### HOW TO COMPLETE THIS TASK:
Each record below has to be printed verbatim.
>>>>>
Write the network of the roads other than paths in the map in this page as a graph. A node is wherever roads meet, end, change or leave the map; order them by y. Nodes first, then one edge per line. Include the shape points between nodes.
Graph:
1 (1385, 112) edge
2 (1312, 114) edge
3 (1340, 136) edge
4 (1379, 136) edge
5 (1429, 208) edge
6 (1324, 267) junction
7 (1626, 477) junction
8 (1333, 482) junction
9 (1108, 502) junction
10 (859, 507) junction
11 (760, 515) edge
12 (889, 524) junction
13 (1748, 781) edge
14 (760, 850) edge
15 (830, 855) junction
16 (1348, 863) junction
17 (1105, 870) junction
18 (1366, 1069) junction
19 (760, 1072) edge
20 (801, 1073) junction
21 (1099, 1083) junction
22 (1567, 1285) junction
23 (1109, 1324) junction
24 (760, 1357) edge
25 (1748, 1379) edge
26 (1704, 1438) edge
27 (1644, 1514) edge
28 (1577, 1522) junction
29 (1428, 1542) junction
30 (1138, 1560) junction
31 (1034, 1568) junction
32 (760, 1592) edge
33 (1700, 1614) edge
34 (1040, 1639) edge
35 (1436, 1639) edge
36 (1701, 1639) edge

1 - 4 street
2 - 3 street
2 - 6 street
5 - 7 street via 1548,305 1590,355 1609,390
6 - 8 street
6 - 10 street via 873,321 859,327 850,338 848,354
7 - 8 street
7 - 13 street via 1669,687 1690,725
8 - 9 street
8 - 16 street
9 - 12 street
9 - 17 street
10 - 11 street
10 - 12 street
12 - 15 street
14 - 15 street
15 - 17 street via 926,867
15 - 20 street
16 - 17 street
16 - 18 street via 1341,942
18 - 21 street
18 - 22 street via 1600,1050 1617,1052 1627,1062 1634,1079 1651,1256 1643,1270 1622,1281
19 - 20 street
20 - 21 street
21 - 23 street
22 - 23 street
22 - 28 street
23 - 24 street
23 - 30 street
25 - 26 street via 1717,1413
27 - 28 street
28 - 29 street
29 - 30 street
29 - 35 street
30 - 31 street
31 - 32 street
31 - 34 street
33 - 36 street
<<<<<
### THE COMPLETED TASK:
Write the network of the roads other than paths in the map in this page as a graph. A node is wherever roads meet, end, change or leave the map; order them by y. Nodes first, then one edge per line. Include the shape points between nodes.
Graph:
1 (1385, 112) edge
2 (1312, 114) edge
3 (1340, 136) edge
4 (1379, 136) edge
5 (1429, 208) edge
6 (1324, 267) junction
7 (1626, 477) junction
8 (1333, 482) junction
9 (1108, 502) junction
10 (859, 507) junction
11 (760, 515) edge
12 (889, 524) junction
13 (1748, 781) edge
14 (760, 850) edge
15 (830, 855) junction
16 (1348, 863) junction
17 (1105, 870) junction
18 (1366, 1069) junction
19 (760, 1072) edge
20 (801, 1073) junction
21 (1099, 1083) junction
22 (1567, 1285) junction
23 (1109, 1324) junction
24 (760, 1357) edge
25 (1748, 1379) edge
26 (1704, 1438) edge
27 (1644, 1514) edge
28 (1577, 1522) junction
29 (1428, 1542) junction
30 (1138, 1560) junction
31 (1034, 1568) junction
32 (760, 1592) edge
33 (1700, 1614) edge
34 (1040, 1639) edge
35 (1436, 1639) edge
36 (1701, 1639) edge

1 - 4 street
2 - 3 street
2 - 6 street
5 - 7 street via 1548,305 1590,355 1609,390
6 - 8 street
6 - 10 street via 873,321 859,327 850,338 848,354
7 - 8 street
7 - 13 street via 1669,687 1690,725
8 - 9 street
8 - 16 street
9 - 12 street
9 - 17 street
10 - 11 street
10 - 12 street
12 - 15 street
14 - 15 street
15 - 17 street via 926,867
15 - 20 street
16 - 17 street
16 - 18 street via 1341,942
18 - 21 street
18 - 22 street via 1600,1050 1617,1052 1627,1062 1634,1079 1651,1256 1643,1270 1622,1281
19 - 20 street
20 - 21 street
21 - 23 street
22 - 23 street
22 - 28 street
23 - 24 street
23 - 30 street
25 - 26 street via 1717,1413
27 - 28 street
28 - 29 street
29 - 30 street
29 - 35 street
30 - 31 street
31 - 32 street
31 - 34 street
33 - 36 street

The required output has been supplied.